_What to produce_
What's needed is the listing below, repeated word for word with no pictures.

_Extracted material_
<<<<

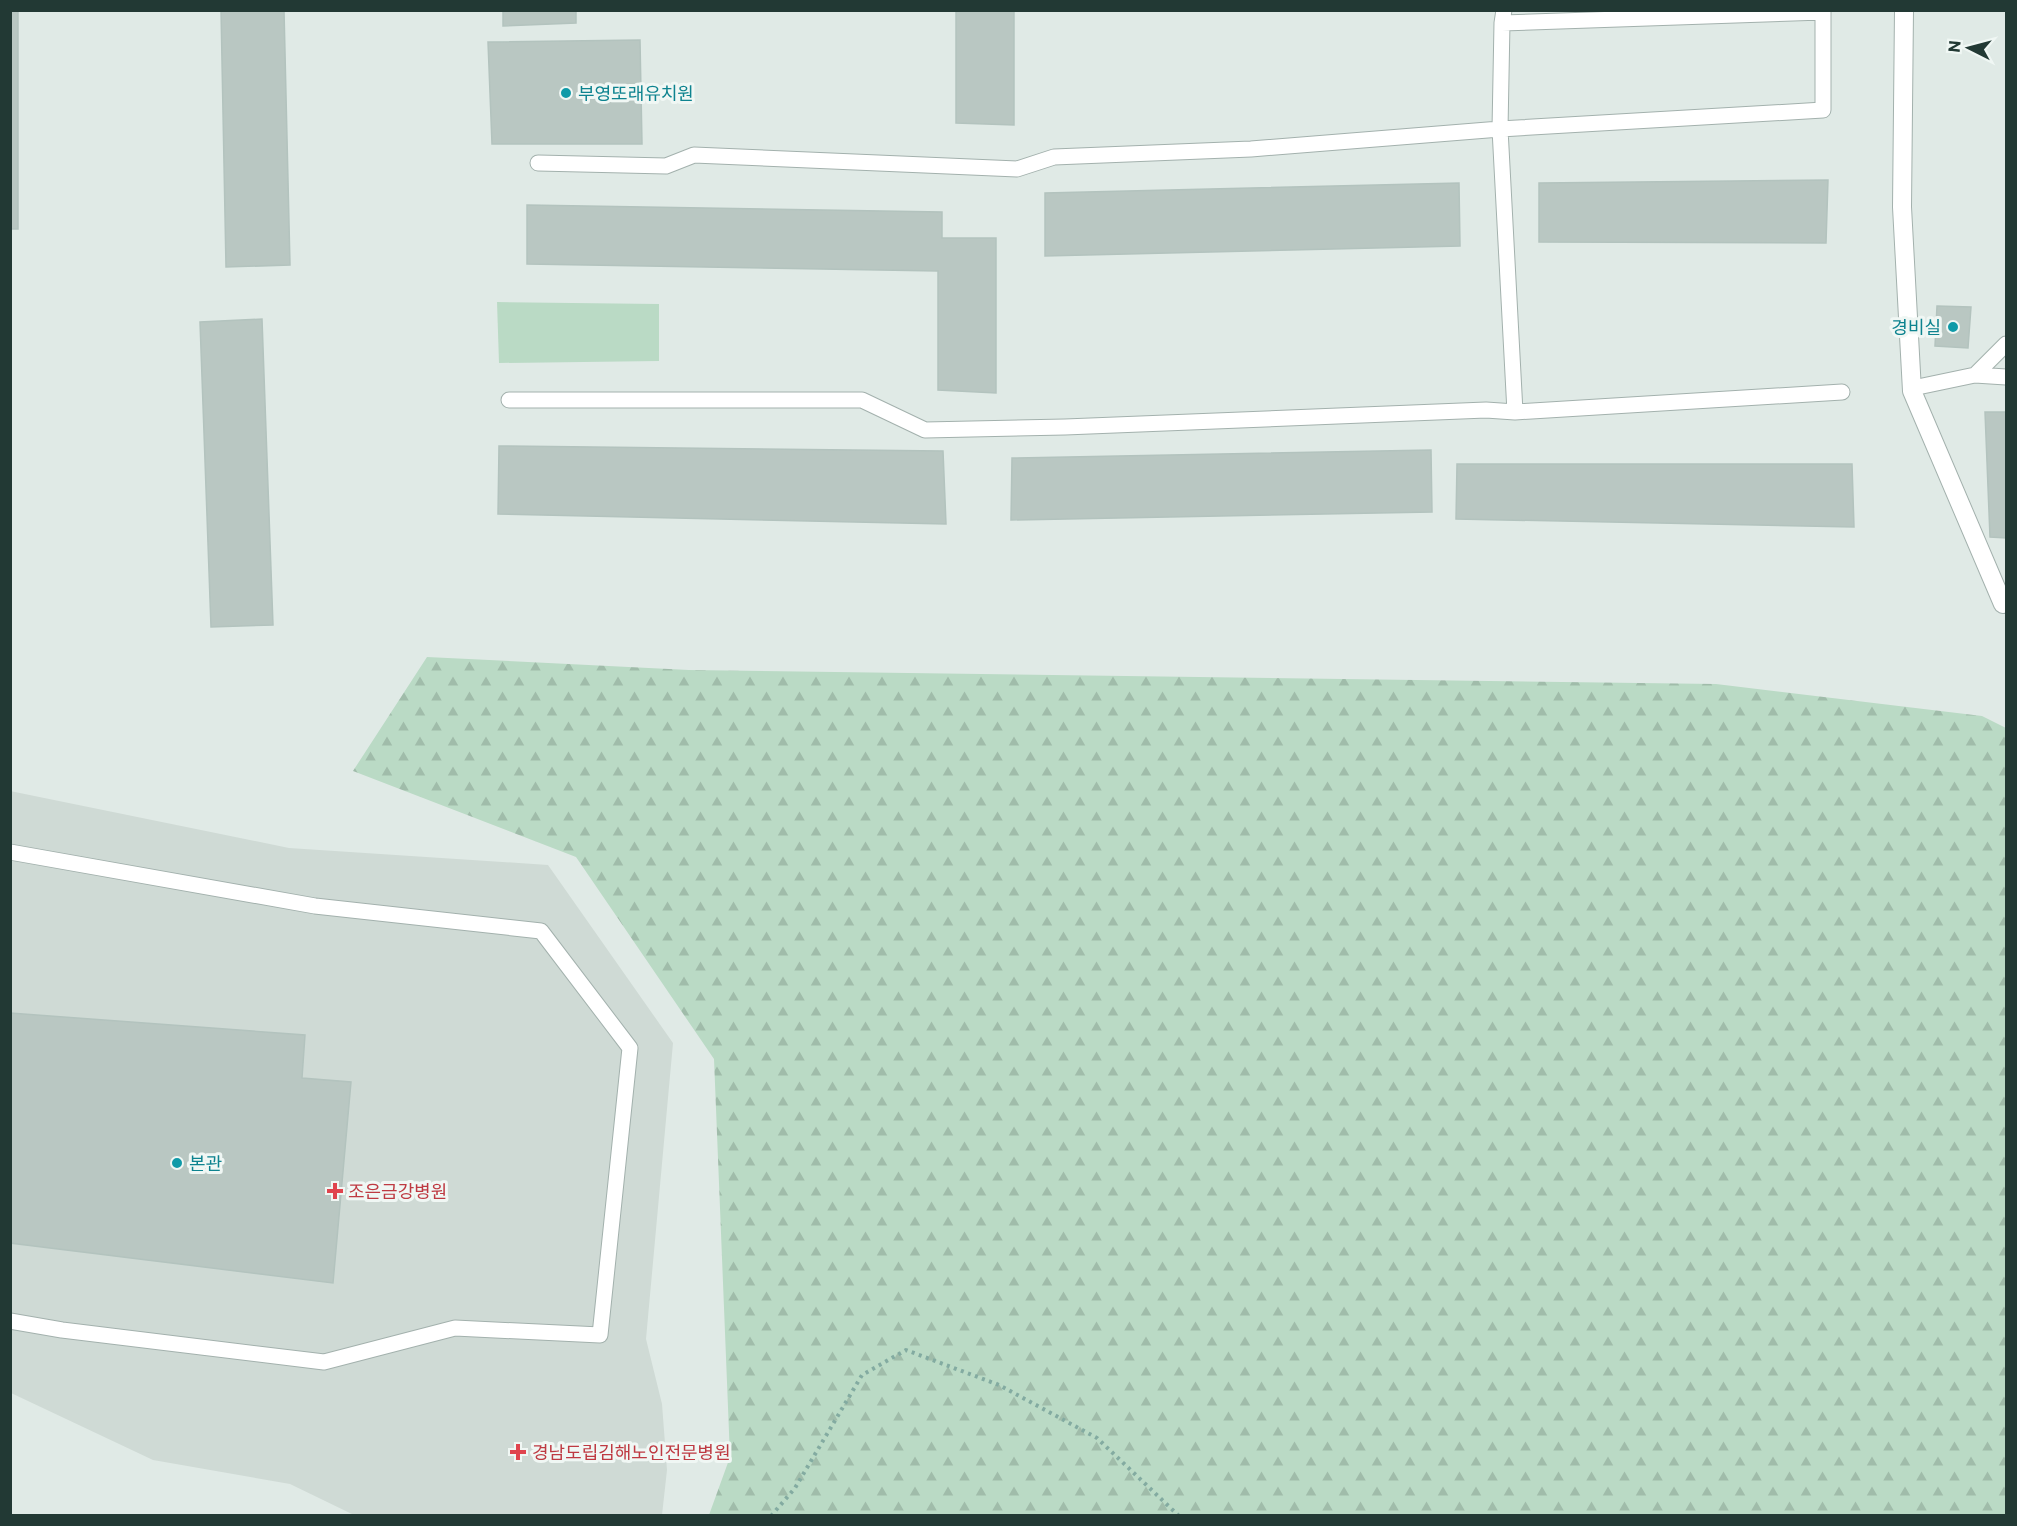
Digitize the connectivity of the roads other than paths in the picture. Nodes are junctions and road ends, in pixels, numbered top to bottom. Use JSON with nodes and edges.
{"nodes":[{"id":1,"x":1904,"y":10,"type":"edge"},
{"id":2,"x":1503,"y":17,"type":"edge"},
{"id":3,"x":1500,"y":129,"type":"junction"},
{"id":4,"x":538,"y":163,"type":"dead end"},
{"id":5,"x":2007,"y":344,"type":"edge"},
{"id":6,"x":1975,"y":375,"type":"junction"},
{"id":7,"x":2007,"y":376,"type":"edge"},
{"id":8,"x":1913,"y":388,"type":"junction"},
{"id":9,"x":1842,"y":392,"type":"dead end"},
{"id":10,"x":509,"y":400,"type":"dead end"},
{"id":11,"x":1515,"y":412,"type":"junction"},
{"id":12,"x":2003,"y":604,"type":"dead end"},
{"id":13,"x":10,"y":852,"type":"edge"},
{"id":14,"x":10,"y":1321,"type":"edge"}],
"edges":[{"from":1,"to":8,"type":"street"},
{"from":2,"to":3,"type":"lane"},
{"from":2,"to":3,"type":"lane"},
{"from":3,"to":4,"type":"lane"},
{"from":3,"to":11,"type":"lane"},
{"from":5,"to":6,"type":"lane"},
{"from":6,"to":7,"type":"lane"},
{"from":6,"to":8,"type":"lane"},
{"from":8,"to":12,"type":"street"},
{"from":9,"to":11,"type":"lane"},
{"from":10,"to":11,"type":"lane"},
{"from":13,"to":14,"type":"lane"}]}
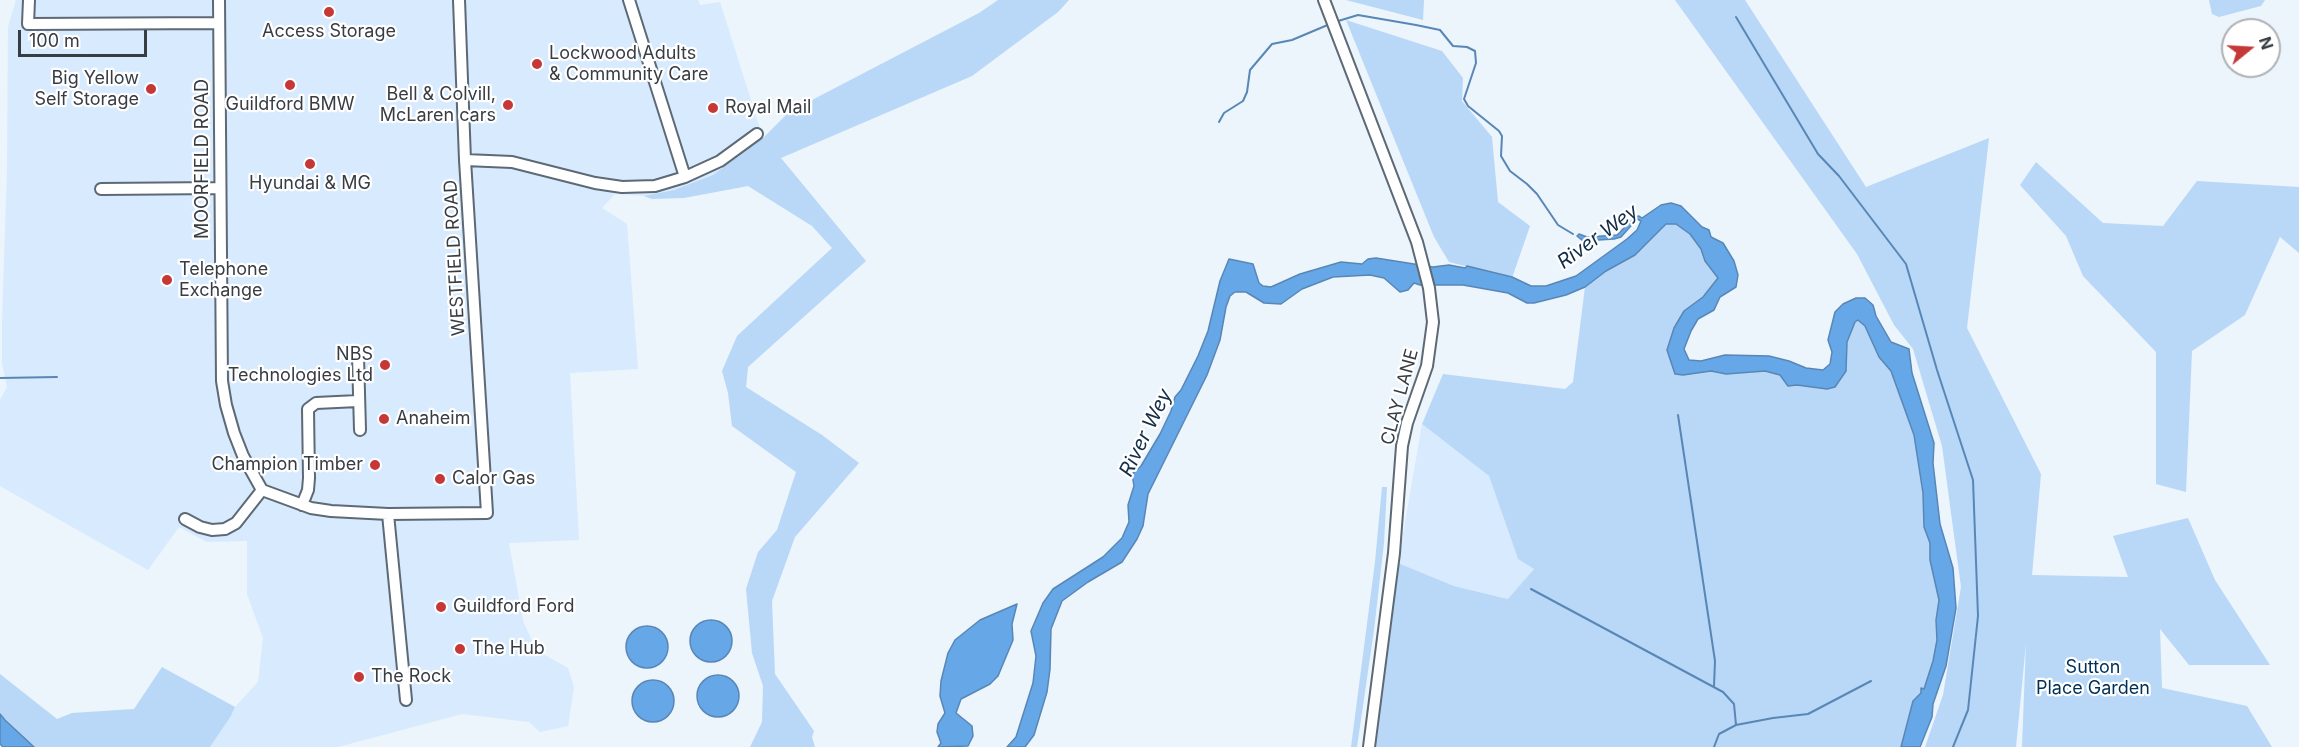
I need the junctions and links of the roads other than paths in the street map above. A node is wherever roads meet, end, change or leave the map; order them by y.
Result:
1 (29, 0) edge
2 (219, 0) edge
3 (459, 0) edge
4 (629, 0) edge
5 (1324, 0) edge
6 (219, 23) junction
7 (757, 134) dead end
8 (465, 160) junction
9 (685, 177) junction
10 (220, 188) junction
11 (100, 189) dead end
12 (357, 356) dead end
13 (358, 401) junction
14 (360, 430) dead end
15 (262, 490) junction
16 (302, 505) junction
17 (388, 514) junction
18 (184, 519) dead end
19 (406, 700) dead end
20 (1369, 747) edge

1 - 6 street
2 - 6 street, MOORFIELD ROAD
3 - 8 street, WESTFIELD ROAD
4 - 9 street
5 - 20 street, CLAY LANE
6 - 10 street, MOORFIELD ROAD
7 - 9 street
8 - 9 street
8 - 17 street, WESTFIELD ROAD
10 - 11 street
10 - 15 street, MOORFIELD ROAD
12 - 13 street
13 - 14 street
13 - 16 street
15 - 16 street
15 - 18 street
16 - 17 street
17 - 19 street

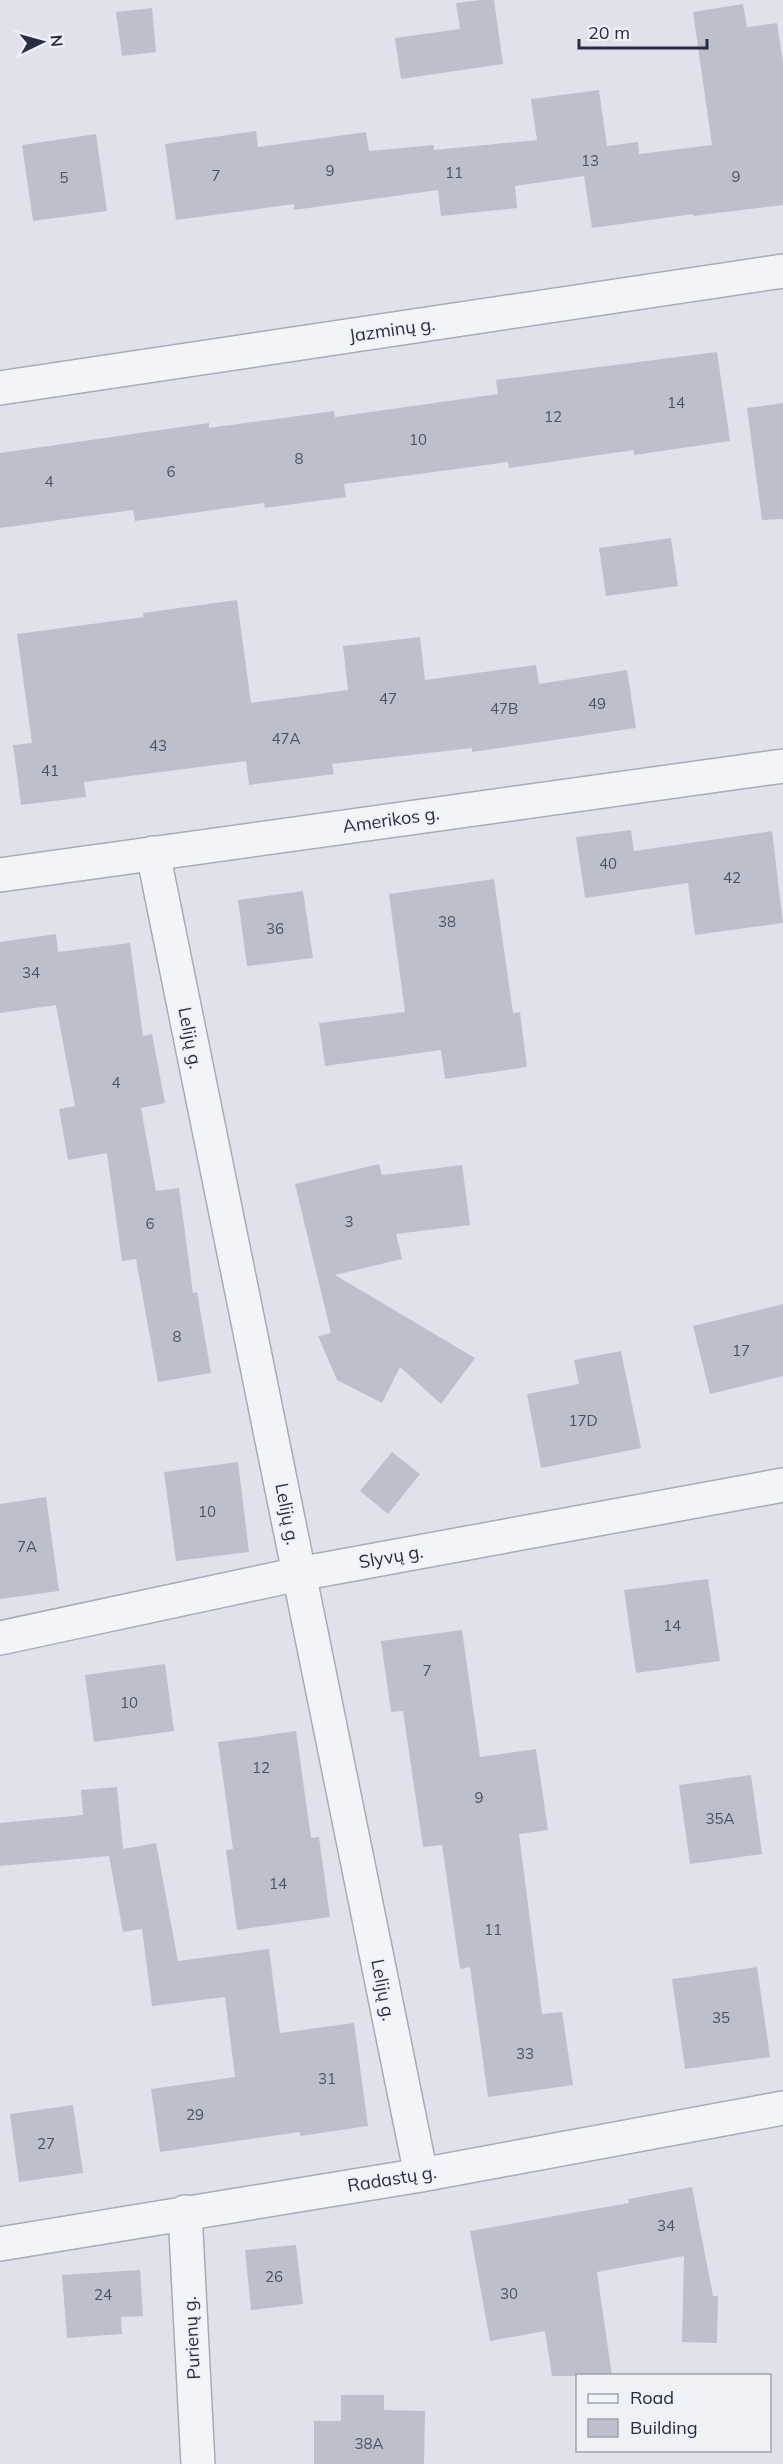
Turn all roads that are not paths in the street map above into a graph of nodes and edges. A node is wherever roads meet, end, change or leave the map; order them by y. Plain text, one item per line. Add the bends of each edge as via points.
1 (783, 271) edge
2 (0, 388) edge
3 (783, 766) edge
4 (153, 853) junction
5 (0, 875) edge
6 (783, 1485) edge
7 (299, 1574) junction
8 (0, 1638) edge
9 (783, 2108) edge
10 (421, 2175) junction
11 (185, 2212) junction
12 (0, 2244) edge
13 (198, 2464) edge

1 - 2 street, Jazminų g.
3 - 4 street, Amerikos g.
4 - 5 street, Amerikos g.
4 - 7 street, Lelijų g.
6 - 7 street, Slyvų g.
7 - 8 street, Slyvų g.
7 - 10 street, Lelijų g.
9 - 10 street, Radastų g.
10 - 11 street, Radastų g.
11 - 12 street, Radastų g.
11 - 13 street, Purienų g.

>>>>

_Written solution_
Digitize the connectivity of the roads other than paths in the picture. Nodes are junctions and road ends, in pixels, numbered top to bottom. Use JSON with nodes and edges.
{"nodes":[{"id":1,"x":1904,"y":10,"type":"edge"},
{"id":2,"x":1503,"y":17,"type":"edge"},
{"id":3,"x":1500,"y":129,"type":"junction"},
{"id":4,"x":538,"y":163,"type":"dead end"},
{"id":5,"x":2007,"y":344,"type":"edge"},
{"id":6,"x":1975,"y":375,"type":"junction"},
{"id":7,"x":2007,"y":376,"type":"edge"},
{"id":8,"x":1913,"y":388,"type":"junction"},
{"id":9,"x":1842,"y":392,"type":"dead end"},
{"id":10,"x":509,"y":400,"type":"dead end"},
{"id":11,"x":1515,"y":412,"type":"junction"},
{"id":12,"x":2003,"y":604,"type":"dead end"},
{"id":13,"x":10,"y":852,"type":"edge"},
{"id":14,"x":10,"y":1321,"type":"edge"}],
"edges":[{"from":1,"to":8,"type":"street"},
{"from":2,"to":3,"type":"lane"},
{"from":2,"to":3,"type":"lane"},
{"from":3,"to":4,"type":"lane"},
{"from":3,"to":11,"type":"lane"},
{"from":5,"to":6,"type":"lane"},
{"from":6,"to":7,"type":"lane"},
{"from":6,"to":8,"type":"lane"},
{"from":8,"to":12,"type":"street"},
{"from":9,"to":11,"type":"lane"},
{"from":10,"to":11,"type":"lane"},
{"from":13,"to":14,"type":"lane"}]}
I need the junctions and links of the roads other than paths in the street map above. A node is wherever roads meet, end, change or leave the map; order them by y.
Result:
1 (29, 0) edge
2 (219, 0) edge
3 (459, 0) edge
4 (629, 0) edge
5 (1324, 0) edge
6 (219, 23) junction
7 (757, 134) dead end
8 (465, 160) junction
9 (685, 177) junction
10 (220, 188) junction
11 (100, 189) dead end
12 (357, 356) dead end
13 (358, 401) junction
14 (360, 430) dead end
15 (262, 490) junction
16 (302, 505) junction
17 (388, 514) junction
18 (184, 519) dead end
19 (406, 700) dead end
20 (1369, 747) edge

1 - 6 street
2 - 6 street, MOORFIELD ROAD
3 - 8 street, WESTFIELD ROAD
4 - 9 street
5 - 20 street, CLAY LANE
6 - 10 street, MOORFIELD ROAD
7 - 9 street
8 - 9 street
8 - 17 street, WESTFIELD ROAD
10 - 11 street
10 - 15 street, MOORFIELD ROAD
12 - 13 street
13 - 14 street
13 - 16 street
15 - 16 street
15 - 18 street
16 - 17 street
17 - 19 street

Turn all roads that are not paths in the street map above into a graph of nodes and edges. A node is wherever roads meet, end, change or leave the map; order them by y. Plain text, one item per line. Add the bends of each edge as via points.
1 (783, 271) edge
2 (0, 388) edge
3 (783, 766) edge
4 (153, 853) junction
5 (0, 875) edge
6 (783, 1485) edge
7 (299, 1574) junction
8 (0, 1638) edge
9 (783, 2108) edge
10 (421, 2175) junction
11 (185, 2212) junction
12 (0, 2244) edge
13 (198, 2464) edge

1 - 2 street, Jazminų g.
3 - 4 street, Amerikos g.
4 - 5 street, Amerikos g.
4 - 7 street, Lelijų g.
6 - 7 street, Slyvų g.
7 - 8 street, Slyvų g.
7 - 10 street, Lelijų g.
9 - 10 street, Radastų g.
10 - 11 street, Radastų g.
11 - 12 street, Radastų g.
11 - 13 street, Purienų g.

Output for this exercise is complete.